America's ongoing debt trap
James Rae
Credit cards and U.S. dollar notes. /Getty

Credit cards and U.S. dollar notes. /Getty

Editor's note: James Rae is a professor at California State University Sacramento. He was also a Fulbright Scholar at Beijing Foreign Studies University from 2017 to 2018. The article reflects the author's opinions and not necessarily the views of CGTN. 

The United States is the world's largest debtor nation, with an accumulated federal debt now topping $28 trillion. While the debt to GDP ratio has been growing once again, and is near a peak, it may be sustainable for now, but growing questions about its future impact are looming.

The ability of the U.S. to maintain its dominant position in global affairs, in both the security and economic realm, depend heavily on the health and management of its domestic affairs. The long-term future competitiveness of the American economy is hard to predict, but runaway debts do not bode well regardless.

This issue gins more clarity by the immediacy of America's debt ceiling limit legislation. In 2011, the two major American political parties faced off over the regular extension of the debt ceiling and caused insecurity in financial markets when the small risk of default appeared as a possible reality, as Standard and Poor's ultimately downgraded American sovereign debt.

A decade later, we may be headed for a similar reckoning. An agreement reached between both parties to suspend the debt ceiling for two years allowed relatively smooth sailing for the crisis spending agreed upon by both parties during both the Donald Trump and Joe Biden administrations. However, that agreement is due to expire July 31. No deal is prepared in this immediate period, though the U.S. government is estimated to have the budgetary ability to persist in its functions until October or November.

Therein is the background, which will then be played out like almost all political issues, in a divisive Congress keen to seek partisan advantage regarding any national debate.
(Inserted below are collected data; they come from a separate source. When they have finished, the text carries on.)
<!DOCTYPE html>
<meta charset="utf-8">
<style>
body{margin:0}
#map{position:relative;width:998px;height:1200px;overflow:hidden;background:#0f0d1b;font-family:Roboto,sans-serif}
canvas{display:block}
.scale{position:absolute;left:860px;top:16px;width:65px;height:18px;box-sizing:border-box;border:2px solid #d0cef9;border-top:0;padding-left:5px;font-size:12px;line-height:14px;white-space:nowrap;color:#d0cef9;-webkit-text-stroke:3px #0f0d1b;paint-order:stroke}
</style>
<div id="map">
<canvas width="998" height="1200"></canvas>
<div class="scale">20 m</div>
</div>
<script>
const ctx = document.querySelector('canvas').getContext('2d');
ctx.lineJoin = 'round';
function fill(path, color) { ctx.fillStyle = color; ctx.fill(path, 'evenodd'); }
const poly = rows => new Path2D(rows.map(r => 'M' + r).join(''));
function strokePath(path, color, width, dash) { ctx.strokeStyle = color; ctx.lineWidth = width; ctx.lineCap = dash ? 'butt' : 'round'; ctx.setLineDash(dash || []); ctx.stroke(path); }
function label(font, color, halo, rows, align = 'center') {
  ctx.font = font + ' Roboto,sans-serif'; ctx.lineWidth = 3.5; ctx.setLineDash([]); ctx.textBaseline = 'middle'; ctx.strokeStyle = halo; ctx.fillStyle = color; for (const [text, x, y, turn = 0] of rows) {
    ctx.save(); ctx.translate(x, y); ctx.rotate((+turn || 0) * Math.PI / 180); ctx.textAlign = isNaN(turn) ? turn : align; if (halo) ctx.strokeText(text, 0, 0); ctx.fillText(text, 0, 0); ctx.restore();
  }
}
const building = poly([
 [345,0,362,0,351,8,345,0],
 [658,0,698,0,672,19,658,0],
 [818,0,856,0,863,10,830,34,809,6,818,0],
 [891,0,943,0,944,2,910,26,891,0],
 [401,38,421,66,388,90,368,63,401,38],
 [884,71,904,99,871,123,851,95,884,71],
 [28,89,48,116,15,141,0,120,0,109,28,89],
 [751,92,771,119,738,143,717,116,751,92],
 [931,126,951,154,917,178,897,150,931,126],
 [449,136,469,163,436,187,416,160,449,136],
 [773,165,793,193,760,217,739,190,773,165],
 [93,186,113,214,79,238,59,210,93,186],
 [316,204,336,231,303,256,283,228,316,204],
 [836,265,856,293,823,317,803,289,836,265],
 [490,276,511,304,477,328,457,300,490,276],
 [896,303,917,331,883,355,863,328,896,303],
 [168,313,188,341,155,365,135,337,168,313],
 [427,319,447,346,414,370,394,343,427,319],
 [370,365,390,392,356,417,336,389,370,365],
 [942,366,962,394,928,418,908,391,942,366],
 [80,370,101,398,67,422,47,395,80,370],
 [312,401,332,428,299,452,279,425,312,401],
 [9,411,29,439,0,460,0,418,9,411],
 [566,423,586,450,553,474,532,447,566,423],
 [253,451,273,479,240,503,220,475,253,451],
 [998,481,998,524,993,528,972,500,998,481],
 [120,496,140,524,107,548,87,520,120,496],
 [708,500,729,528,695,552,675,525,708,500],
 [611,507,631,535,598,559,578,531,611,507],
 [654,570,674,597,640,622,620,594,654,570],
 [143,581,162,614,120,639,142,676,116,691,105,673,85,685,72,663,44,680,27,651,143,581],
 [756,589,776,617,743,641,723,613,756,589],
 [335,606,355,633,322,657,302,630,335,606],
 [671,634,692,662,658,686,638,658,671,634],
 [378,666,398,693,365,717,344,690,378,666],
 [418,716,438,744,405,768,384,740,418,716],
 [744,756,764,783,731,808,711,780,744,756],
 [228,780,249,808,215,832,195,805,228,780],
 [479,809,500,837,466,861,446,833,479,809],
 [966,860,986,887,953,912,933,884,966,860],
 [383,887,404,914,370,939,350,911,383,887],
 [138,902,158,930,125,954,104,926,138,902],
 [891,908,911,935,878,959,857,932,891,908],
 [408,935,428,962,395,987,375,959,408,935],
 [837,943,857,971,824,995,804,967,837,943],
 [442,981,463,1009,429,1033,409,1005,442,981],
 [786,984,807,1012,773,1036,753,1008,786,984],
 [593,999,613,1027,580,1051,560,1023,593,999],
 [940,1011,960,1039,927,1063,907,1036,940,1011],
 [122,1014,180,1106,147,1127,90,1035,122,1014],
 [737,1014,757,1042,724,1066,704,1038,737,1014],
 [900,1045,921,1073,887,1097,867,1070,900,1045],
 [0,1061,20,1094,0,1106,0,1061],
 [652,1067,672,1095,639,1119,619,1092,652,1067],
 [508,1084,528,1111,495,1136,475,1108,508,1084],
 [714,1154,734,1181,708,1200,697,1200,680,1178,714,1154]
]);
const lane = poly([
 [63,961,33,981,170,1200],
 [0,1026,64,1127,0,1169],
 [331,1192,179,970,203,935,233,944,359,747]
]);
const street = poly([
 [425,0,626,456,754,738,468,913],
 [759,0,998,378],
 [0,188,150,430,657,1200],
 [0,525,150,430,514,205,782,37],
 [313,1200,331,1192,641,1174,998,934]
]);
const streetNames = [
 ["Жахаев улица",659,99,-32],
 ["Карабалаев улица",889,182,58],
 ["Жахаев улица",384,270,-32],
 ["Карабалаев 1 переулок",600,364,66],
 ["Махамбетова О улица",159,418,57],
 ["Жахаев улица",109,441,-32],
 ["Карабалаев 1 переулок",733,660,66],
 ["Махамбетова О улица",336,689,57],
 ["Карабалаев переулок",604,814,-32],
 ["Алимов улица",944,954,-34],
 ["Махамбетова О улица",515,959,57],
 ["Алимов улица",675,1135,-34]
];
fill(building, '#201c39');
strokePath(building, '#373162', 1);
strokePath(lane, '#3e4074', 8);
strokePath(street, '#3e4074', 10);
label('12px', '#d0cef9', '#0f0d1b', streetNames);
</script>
Senate Minority Leader, Republican Mitch McConnell pledges not to vote for raising the debt limit and hopes to force the Democratic rivals to raise the limit unilaterally using the procedure known as reconciliation where legislation can be adopted by 50 percent plus one rather than the filibuster-proof majority of 60. This would seek to make Democrats "own" the enlarged debt and pressure their caucus on the looming trillion-dollar spending bills.

A clock of U.S. debt. /Screenshot via

A clock of U.S. debt. /Screenshot via

Painting Democrats as profligate taxers and spenders is conservative boilerplate that it is hoped would play well in the 2022 midterm elections. The Democrats argue that the debt payments result from the Trump administration's large-scale tax cuts and are pre-existing entitlement commitments necessary to sustain popular social programs.

Any near-term deal is unlikely, and pressure will ratchet up heading toward the deadline of a new fiscal year on October 1. Domestically, the debt ceiling debate is merely one of many leverage points for the opposition party to play games with images and narratives in the ongoing campaign cycle that sees both parties primarily concerned with tactical advantage and undermines the American ability to project global leadership or engage with a consensual plan to compete in the global economy.

Ideologically, deficit hawks in both parties warn of the potential fiduciary threat and even national security risk of mounting debt and the lack of bipartisanship to address those fears. Too often, the party in power eschews all worry over debt and deficits to throw money at problems (Democrats) or sharply cut revenue (Republicans).

For decades, the debt has been ignored. Of course, U.S. Treasury bonds and bills remain the safest investment in an uncertain world, and the U.S. dollar holds its position as the de facto reserve currency for the world, but those positions are not guaranteed forever. They are increasingly anachronistic in a flatter world with multiple centers of economic gravity.

The U.S. will be hard-pressed to rebuild infrastructure, improve its failing schools, and energize its human resources if it cannot get its financial house in order. This era of outrageous debt leaves little to show for it; not spent on some amazing high-speed rail network, or retro-fitting wiring and cables for better and safer utilities, or addressing declining job skills and training or subsidizing highly expensive health care or child care. What does America have to show for all of this debt? Certainly, it is a top-heavy military, but little else.

Indeed, from as far back as 2001 and even earlier, and especially since the 2007-2008 financial crisis, the solution to every crisis has been "printing" more money, i.e. quantitative easing, and Federal Reserve driven monetary policy with its commensurate flat-lining interest rates. 

So, the Treasury Department has a few technical fixes to extend the timeline, which it has done on occasion for several decades, and thus avert a default, which of course has never happened. The two parties will practice brinkmanship and wait until the bitter end before either Democrats accept going it alone, or Republicans make a deal to raise the ceiling temporarily or until next year, when it may all happen again.

What is clear is that neither party is willing to address the crisis. Like climate change often looms in the hazy distance and is a challenge to tackle in the near term owing to the costs involved. At some point, arrears come due, there is no free money, and debts stifle growth.